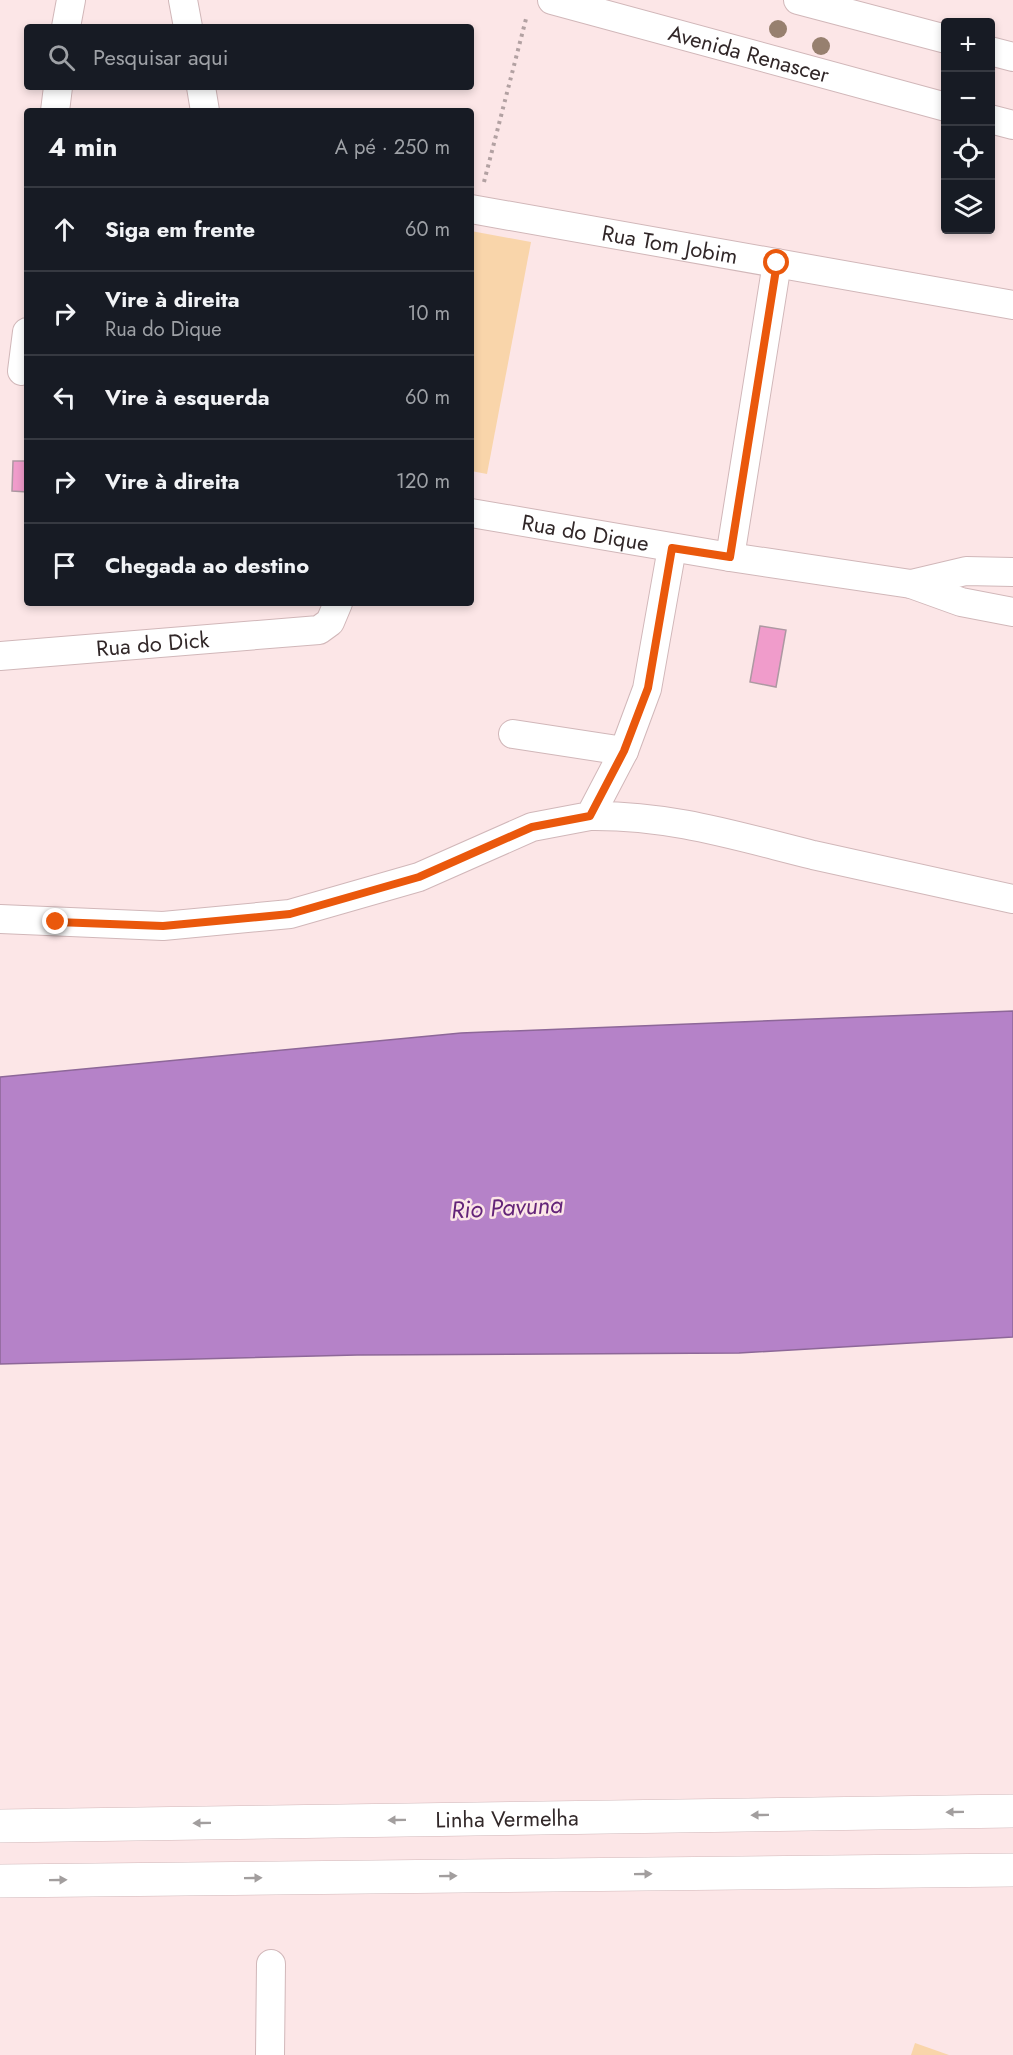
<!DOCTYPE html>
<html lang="pt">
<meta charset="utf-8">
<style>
body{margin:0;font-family:Jost,sans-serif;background:#242831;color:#f1f3f6}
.controls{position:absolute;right:18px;top:18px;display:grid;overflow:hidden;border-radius:6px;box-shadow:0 3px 9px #0003}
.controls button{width:54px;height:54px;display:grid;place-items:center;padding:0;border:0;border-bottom:2px solid #363941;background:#171b24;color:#f1f3f6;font:30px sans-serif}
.stop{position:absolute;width:18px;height:18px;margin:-14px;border:4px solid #ea580c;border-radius:50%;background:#fff}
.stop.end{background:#ea580c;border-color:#fff;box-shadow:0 2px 6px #0008}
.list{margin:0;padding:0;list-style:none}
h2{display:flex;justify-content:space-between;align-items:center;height:78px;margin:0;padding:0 24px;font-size:26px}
h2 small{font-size:20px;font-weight:400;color:#9ea1a6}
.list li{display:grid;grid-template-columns:39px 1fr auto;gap:18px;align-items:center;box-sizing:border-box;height:84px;padding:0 24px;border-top:2px solid #363941}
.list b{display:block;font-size:22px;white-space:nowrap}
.list p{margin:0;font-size:20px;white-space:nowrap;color:#9ea1a6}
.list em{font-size:20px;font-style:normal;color:#9ea1a6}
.icon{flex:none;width:33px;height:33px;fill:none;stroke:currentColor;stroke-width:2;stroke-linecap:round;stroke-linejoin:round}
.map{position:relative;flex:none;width:1013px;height:2055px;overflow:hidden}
.search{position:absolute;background:#171b24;box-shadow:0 3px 9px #0003;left:24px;top:24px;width:450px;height:66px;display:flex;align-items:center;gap:15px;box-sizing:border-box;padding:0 21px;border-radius:6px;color:#9ea1a6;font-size:22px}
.panel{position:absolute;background:#171b24;box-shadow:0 3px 9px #0003;left:24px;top:108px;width:450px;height:498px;border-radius:6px}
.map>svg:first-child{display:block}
</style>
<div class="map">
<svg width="1013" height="2055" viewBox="0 0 1013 2055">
<rect width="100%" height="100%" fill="#fce6e7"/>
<g fill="#f9d5aa">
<polygon points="471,231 531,242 487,474 471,471"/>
<polygon points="915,2043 949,2055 911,2055"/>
</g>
<polygon fill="#b582c8" stroke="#8d6798" stroke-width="1.5" points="1013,1011 1013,1337 739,1353 357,1355 0,1364 0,1077 461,1033"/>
<g fill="#f09ccb" stroke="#ad98a2" stroke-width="1.5">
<polygon points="13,461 27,461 27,492 12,491"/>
<polygon points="760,626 786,630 776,687 750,682"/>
</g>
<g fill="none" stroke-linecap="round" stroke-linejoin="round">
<defs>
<g id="minor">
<polyline points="183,0 188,27"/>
<path id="s1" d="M 552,0 L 946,107"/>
<polyline points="798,0 946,39"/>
<polyline points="66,27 71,0"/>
<polyline points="990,51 1013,57"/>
<polyline points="201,87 205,111"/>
<polyline points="55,111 58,87"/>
<polyline points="990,119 1013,125"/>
<path id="s2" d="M 471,209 L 1013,305"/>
<polyline points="22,371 27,332"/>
<path id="s3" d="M 471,513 L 730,557 L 911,584 L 961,602 L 1013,612"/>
<polyline points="730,557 777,263"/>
<polyline points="911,584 966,571 1013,572"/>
<path id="s4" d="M 0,656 L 319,630 L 330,622 L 338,603"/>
<polyline points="513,734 624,751"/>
<path d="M 590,816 C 671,815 736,836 813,855 C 879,870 946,884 1013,899"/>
<polyline points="0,919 163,926 290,914 419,877 532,827 590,816 624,751 647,689 672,548"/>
<polyline points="270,2055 271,1964"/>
</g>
<g id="motorway">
<path id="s5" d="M 0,1826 L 1013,1811"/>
<polyline points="0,1881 1013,1870"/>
</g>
</defs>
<use href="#minor" stroke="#d1b7b9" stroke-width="30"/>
<use href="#motorway" stroke="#d1b7b9" stroke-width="34"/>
<polyline stroke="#b2a1a2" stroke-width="4" stroke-dasharray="3 4.5" stroke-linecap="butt" points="484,182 527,15"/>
<use href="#minor" stroke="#fff" stroke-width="28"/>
<use href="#motorway" stroke="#fff" stroke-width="33"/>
</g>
<g fill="#97806f">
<circle cx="778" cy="29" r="9"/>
<circle cx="821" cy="46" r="9"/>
</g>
<defs><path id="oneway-solid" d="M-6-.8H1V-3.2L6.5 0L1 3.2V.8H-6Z" transform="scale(1.5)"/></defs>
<g fill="#a29e9e">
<use href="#oneway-solid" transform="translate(955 1812) rotate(179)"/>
<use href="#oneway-solid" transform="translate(760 1815) rotate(179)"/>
<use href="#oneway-solid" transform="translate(397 1820) rotate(179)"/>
<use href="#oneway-solid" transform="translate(202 1823) rotate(179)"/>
<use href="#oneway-solid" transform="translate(643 1874) rotate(-1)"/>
<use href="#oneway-solid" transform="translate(448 1876) rotate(-1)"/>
<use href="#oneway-solid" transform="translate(253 1878) rotate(-1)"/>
<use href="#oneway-solid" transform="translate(58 1880) rotate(-1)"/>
</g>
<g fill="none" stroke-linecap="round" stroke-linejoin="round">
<polyline stroke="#ea580c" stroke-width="8" points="56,922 163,926 290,914 419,877 532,827 590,816 624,751 648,688 672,548 730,557 777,263"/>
</g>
<g text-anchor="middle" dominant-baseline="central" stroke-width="5" stroke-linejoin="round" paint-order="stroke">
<g font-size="22" fill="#312728" stroke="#fce6e7">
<text stroke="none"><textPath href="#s1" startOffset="204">Avenida Renascer</textPath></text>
<text stroke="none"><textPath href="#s2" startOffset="202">Rua Tom Jobim</textPath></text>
<text stroke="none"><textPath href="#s3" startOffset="116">Rua do Dique</textPath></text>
<text stroke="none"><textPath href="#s4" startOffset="153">Rua do Dick</textPath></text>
<text stroke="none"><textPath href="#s5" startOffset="507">Linha Vermelha</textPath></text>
</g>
<g font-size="24" font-style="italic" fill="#642479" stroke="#fce6e7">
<text transform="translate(507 1207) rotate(-3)">Rio Pavuna</text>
</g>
</g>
</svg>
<div class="controls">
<button>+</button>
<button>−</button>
<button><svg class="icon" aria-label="locate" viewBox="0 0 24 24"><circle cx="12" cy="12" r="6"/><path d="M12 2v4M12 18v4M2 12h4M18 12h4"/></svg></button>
<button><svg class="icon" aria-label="layers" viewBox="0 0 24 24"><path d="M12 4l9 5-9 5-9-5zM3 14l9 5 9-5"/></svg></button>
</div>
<div class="stop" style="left:777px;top:263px"></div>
<div class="stop end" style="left:56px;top:922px"></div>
<div class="search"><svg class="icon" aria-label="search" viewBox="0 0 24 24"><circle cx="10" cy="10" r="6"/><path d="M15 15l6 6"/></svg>Pesquisar aqui</div>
<section class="panel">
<h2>4 min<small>A pé · 250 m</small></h2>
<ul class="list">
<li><svg class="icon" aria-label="ahead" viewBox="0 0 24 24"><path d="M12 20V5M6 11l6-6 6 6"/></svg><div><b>Siga em frente</b></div><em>60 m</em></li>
<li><svg class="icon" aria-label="right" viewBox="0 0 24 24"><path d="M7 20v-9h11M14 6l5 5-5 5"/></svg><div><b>Vire à direita</b><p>Rua do Dique</p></div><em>10 m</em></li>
<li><svg class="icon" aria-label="left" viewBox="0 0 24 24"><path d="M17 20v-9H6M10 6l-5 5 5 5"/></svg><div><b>Vire à esquerda</b></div><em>60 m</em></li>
<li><svg class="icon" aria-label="right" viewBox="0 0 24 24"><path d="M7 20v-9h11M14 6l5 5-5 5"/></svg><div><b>Vire à direita</b></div><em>120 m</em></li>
<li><svg class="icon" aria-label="arrive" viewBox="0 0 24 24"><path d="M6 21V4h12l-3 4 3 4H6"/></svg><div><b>Chegada ao destino</b></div></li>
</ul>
</section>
</div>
--------------------------------------------------
### Assignment
Copy every line of the material above in which the word "controls" appears.

### Solution to the problem
.controls{position:absolute;right:18px;top:18px;display:grid;overflow:hidden;border-radius:6px;box-shadow:0 3px 9px #0003}
.controls button{width:54px;height:54px;display:grid;place-items:center;padding:0;border:0;border-bottom:2px solid #363941;background:#171b24;color:#f1f3f6;font:30px sans-serif}
<div class="controls">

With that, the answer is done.